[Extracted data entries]
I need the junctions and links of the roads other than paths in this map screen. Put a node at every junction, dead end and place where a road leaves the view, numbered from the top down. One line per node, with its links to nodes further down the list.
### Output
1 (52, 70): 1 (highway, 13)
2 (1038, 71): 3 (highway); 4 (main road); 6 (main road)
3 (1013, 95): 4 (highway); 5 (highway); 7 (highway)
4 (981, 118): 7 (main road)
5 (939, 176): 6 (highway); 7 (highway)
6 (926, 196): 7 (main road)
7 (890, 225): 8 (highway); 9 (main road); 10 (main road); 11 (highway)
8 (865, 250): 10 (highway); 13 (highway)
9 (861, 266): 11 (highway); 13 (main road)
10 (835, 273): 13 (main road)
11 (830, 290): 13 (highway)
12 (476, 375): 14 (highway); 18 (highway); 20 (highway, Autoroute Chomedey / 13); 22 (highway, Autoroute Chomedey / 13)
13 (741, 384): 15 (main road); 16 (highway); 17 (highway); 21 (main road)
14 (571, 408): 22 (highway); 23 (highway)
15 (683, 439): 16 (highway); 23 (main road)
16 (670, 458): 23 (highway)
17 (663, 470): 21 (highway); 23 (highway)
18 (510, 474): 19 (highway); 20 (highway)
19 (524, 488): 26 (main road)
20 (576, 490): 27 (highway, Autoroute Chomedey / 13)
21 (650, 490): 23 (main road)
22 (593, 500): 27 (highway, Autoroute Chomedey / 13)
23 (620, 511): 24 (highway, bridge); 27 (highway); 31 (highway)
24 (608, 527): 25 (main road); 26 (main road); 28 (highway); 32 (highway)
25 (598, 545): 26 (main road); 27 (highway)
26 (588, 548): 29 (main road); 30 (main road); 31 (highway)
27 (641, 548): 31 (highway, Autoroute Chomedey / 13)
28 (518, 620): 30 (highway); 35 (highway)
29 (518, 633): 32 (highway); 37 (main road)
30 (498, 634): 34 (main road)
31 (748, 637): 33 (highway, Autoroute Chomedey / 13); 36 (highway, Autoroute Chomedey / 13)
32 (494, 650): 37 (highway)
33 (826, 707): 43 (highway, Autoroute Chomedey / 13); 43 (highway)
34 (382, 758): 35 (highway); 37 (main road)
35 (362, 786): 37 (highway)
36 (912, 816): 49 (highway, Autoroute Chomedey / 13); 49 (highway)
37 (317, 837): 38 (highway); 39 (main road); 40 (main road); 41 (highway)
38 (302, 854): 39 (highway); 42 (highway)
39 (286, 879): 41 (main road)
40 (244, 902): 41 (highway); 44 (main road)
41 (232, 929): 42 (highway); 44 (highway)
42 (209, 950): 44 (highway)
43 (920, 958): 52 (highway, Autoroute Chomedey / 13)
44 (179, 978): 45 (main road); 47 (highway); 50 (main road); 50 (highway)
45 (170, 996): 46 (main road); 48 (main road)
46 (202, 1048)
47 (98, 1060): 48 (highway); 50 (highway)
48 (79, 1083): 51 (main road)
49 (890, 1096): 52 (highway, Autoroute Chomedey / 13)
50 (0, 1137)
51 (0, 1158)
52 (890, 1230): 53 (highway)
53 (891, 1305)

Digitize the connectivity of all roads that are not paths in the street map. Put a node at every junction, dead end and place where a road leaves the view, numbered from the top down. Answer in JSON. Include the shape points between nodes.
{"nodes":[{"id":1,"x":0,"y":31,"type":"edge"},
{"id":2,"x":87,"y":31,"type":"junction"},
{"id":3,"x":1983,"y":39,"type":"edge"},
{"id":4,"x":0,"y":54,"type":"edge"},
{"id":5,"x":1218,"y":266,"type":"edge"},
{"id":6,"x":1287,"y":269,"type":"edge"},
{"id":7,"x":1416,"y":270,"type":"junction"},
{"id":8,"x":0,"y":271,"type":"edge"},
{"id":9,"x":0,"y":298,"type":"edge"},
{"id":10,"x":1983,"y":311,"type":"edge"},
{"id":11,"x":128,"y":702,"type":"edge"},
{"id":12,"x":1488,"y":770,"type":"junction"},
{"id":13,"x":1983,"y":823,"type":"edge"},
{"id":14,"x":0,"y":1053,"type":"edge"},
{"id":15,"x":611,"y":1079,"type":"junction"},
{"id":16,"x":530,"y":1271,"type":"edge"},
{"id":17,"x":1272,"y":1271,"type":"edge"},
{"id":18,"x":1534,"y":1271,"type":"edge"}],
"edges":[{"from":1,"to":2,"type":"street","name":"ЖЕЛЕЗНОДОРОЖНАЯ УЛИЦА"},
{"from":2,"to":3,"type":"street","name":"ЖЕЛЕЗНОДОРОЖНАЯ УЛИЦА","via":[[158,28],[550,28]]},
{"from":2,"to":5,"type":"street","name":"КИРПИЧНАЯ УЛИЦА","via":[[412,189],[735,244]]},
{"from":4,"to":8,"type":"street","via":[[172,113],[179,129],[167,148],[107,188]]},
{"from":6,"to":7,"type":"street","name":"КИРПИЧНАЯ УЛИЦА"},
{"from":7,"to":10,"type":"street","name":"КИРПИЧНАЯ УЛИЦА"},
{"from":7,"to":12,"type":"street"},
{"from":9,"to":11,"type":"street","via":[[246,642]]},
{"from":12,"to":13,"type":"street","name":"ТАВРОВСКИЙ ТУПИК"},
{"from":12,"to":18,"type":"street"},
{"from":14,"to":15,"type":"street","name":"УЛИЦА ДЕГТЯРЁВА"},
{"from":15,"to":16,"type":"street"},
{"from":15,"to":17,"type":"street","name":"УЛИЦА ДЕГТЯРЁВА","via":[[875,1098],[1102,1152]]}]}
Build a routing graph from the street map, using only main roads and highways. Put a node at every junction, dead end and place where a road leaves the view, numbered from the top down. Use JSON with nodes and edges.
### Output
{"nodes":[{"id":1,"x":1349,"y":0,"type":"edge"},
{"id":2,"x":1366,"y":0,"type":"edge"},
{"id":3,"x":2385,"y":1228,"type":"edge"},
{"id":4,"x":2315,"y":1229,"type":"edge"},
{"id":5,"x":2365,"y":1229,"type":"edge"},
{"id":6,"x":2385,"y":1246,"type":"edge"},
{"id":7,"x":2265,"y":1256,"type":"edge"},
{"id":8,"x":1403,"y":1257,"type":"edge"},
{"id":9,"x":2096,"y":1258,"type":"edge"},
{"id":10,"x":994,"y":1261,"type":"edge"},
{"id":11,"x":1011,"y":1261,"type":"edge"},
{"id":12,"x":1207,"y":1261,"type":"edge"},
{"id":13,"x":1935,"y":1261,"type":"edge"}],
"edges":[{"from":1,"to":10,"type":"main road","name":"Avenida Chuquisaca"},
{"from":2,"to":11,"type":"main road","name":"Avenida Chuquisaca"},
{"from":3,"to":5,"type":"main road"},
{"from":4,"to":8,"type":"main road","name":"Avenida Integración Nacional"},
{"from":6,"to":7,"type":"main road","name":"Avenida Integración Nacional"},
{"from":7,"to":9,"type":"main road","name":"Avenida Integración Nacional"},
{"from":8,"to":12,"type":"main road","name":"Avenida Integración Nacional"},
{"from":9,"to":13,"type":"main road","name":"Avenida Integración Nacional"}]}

*WORK ITEM*: Please set down all the data word for word.

*TASK RESULT*:
I need the junctions and links of the roads other than paths in this map screen. Put a node at every junction, dead end and place where a road leaves the view, numbered from the top down. One line per node, with its links to nodes further down the list.
### Output
1 (52, 70): 1 (highway, 13)
2 (1038, 71): 3 (highway); 4 (main road); 6 (main road)
3 (1013, 95): 4 (highway); 5 (highway); 7 (highway)
4 (981, 118): 7 (main road)
5 (939, 176): 6 (highway); 7 (highway)
6 (926, 196): 7 (main road)
7 (890, 225): 8 (highway); 9 (main road); 10 (main road); 11 (highway)
8 (865, 250): 10 (highway); 13 (highway)
9 (861, 266): 11 (highway); 13 (main road)
10 (835, 273): 13 (main road)
11 (830, 290): 13 (highway)
12 (476, 375): 14 (highway); 18 (highway); 20 (highway, Autoroute Chomedey / 13); 22 (highway, Autoroute Chomedey / 13)
13 (741, 384): 15 (main road); 16 (highway); 17 (highway); 21 (main road)
14 (571, 408): 22 (highway); 23 (highway)
15 (683, 439): 16 (highway); 23 (main road)
16 (670, 458): 23 (highway)
17 (663, 470): 21 (highway); 23 (highway)
18 (510, 474): 19 (highway); 20 (highway)
19 (524, 488): 26 (main road)
20 (576, 490): 27 (highway, Autoroute Chomedey / 13)
21 (650, 490): 23 (main road)
22 (593, 500): 27 (highway, Autoroute Chomedey / 13)
23 (620, 511): 24 (highway, bridge); 27 (highway); 31 (highway)
24 (608, 527): 25 (main road); 26 (main road); 28 (highway); 32 (highway)
25 (598, 545): 26 (main road); 27 (highway)
26 (588, 548): 29 (main road); 30 (main road); 31 (highway)
27 (641, 548): 31 (highway, Autoroute Chomedey / 13)
28 (518, 620): 30 (highway); 35 (highway)
29 (518, 633): 32 (highway); 37 (main road)
30 (498, 634): 34 (main road)
31 (748, 637): 33 (highway, Autoroute Chomedey / 13); 36 (highway, Autoroute Chomedey / 13)
32 (494, 650): 37 (highway)
33 (826, 707): 43 (highway, Autoroute Chomedey / 13); 43 (highway)
34 (382, 758): 35 (highway); 37 (main road)
35 (362, 786): 37 (highway)
36 (912, 816): 49 (highway, Autoroute Chomedey / 13); 49 (highway)
37 (317, 837): 38 (highway); 39 (main road); 40 (main road); 41 (highway)
38 (302, 854): 39 (highway); 42 (highway)
39 (286, 879): 41 (main road)
40 (244, 902): 41 (highway); 44 (main road)
41 (232, 929): 42 (highway); 44 (highway)
42 (209, 950): 44 (highway)
43 (920, 958): 52 (highway, Autoroute Chomedey / 13)
44 (179, 978): 45 (main road); 47 (highway); 50 (main road); 50 (highway)
45 (170, 996): 46 (main road); 48 (main road)
46 (202, 1048)
47 (98, 1060): 48 (highway); 50 (highway)
48 (79, 1083): 51 (main road)
49 (890, 1096): 52 (highway, Autoroute Chomedey / 13)
50 (0, 1137)
51 (0, 1158)
52 (890, 1230): 53 (highway)
53 (891, 1305)

Digitize the connectivity of all roads that are not paths in the street map. Put a node at every junction, dead end and place where a road leaves the view, numbered from the top down. Answer in JSON. Include the shape points between nodes.
{"nodes":[{"id":1,"x":0,"y":31,"type":"edge"},
{"id":2,"x":87,"y":31,"type":"junction"},
{"id":3,"x":1983,"y":39,"type":"edge"},
{"id":4,"x":0,"y":54,"type":"edge"},
{"id":5,"x":1218,"y":266,"type":"edge"},
{"id":6,"x":1287,"y":269,"type":"edge"},
{"id":7,"x":1416,"y":270,"type":"junction"},
{"id":8,"x":0,"y":271,"type":"edge"},
{"id":9,"x":0,"y":298,"type":"edge"},
{"id":10,"x":1983,"y":311,"type":"edge"},
{"id":11,"x":128,"y":702,"type":"edge"},
{"id":12,"x":1488,"y":770,"type":"junction"},
{"id":13,"x":1983,"y":823,"type":"edge"},
{"id":14,"x":0,"y":1053,"type":"edge"},
{"id":15,"x":611,"y":1079,"type":"junction"},
{"id":16,"x":530,"y":1271,"type":"edge"},
{"id":17,"x":1272,"y":1271,"type":"edge"},
{"id":18,"x":1534,"y":1271,"type":"edge"}],
"edges":[{"from":1,"to":2,"type":"street","name":"ЖЕЛЕЗНОДОРОЖНАЯ УЛИЦА"},
{"from":2,"to":3,"type":"street","name":"ЖЕЛЕЗНОДОРОЖНАЯ УЛИЦА","via":[[158,28],[550,28]]},
{"from":2,"to":5,"type":"street","name":"КИРПИЧНАЯ УЛИЦА","via":[[412,189],[735,244]]},
{"from":4,"to":8,"type":"street","via":[[172,113],[179,129],[167,148],[107,188]]},
{"from":6,"to":7,"type":"street","name":"КИРПИЧНАЯ УЛИЦА"},
{"from":7,"to":10,"type":"street","name":"КИРПИЧНАЯ УЛИЦА"},
{"from":7,"to":12,"type":"street"},
{"from":9,"to":11,"type":"street","via":[[246,642]]},
{"from":12,"to":13,"type":"street","name":"ТАВРОВСКИЙ ТУПИК"},
{"from":12,"to":18,"type":"street"},
{"from":14,"to":15,"type":"street","name":"УЛИЦА ДЕГТЯРЁВА"},
{"from":15,"to":16,"type":"street"},
{"from":15,"to":17,"type":"street","name":"УЛИЦА ДЕГТЯРЁВА","via":[[875,1098],[1102,1152]]}]}
Build a routing graph from the street map, using only main roads and highways. Put a node at every junction, dead end and place where a road leaves the view, numbered from the top down. Use JSON with nodes and edges.
### Output
{"nodes":[{"id":1,"x":1349,"y":0,"type":"edge"},
{"id":2,"x":1366,"y":0,"type":"edge"},
{"id":3,"x":2385,"y":1228,"type":"edge"},
{"id":4,"x":2315,"y":1229,"type":"edge"},
{"id":5,"x":2365,"y":1229,"type":"edge"},
{"id":6,"x":2385,"y":1246,"type":"edge"},
{"id":7,"x":2265,"y":1256,"type":"edge"},
{"id":8,"x":1403,"y":1257,"type":"edge"},
{"id":9,"x":2096,"y":1258,"type":"edge"},
{"id":10,"x":994,"y":1261,"type":"edge"},
{"id":11,"x":1011,"y":1261,"type":"edge"},
{"id":12,"x":1207,"y":1261,"type":"edge"},
{"id":13,"x":1935,"y":1261,"type":"edge"}],
"edges":[{"from":1,"to":10,"type":"main road","name":"Avenida Chuquisaca"},
{"from":2,"to":11,"type":"main road","name":"Avenida Chuquisaca"},
{"from":3,"to":5,"type":"main road"},
{"from":4,"to":8,"type":"main road","name":"Avenida Integración Nacional"},
{"from":6,"to":7,"type":"main road","name":"Avenida Integración Nacional"},
{"from":7,"to":9,"type":"main road","name":"Avenida Integración Nacional"},
{"from":8,"to":12,"type":"main road","name":"Avenida Integración Nacional"},
{"from":9,"to":13,"type":"main road","name":"Avenida Integración Nacional"}]}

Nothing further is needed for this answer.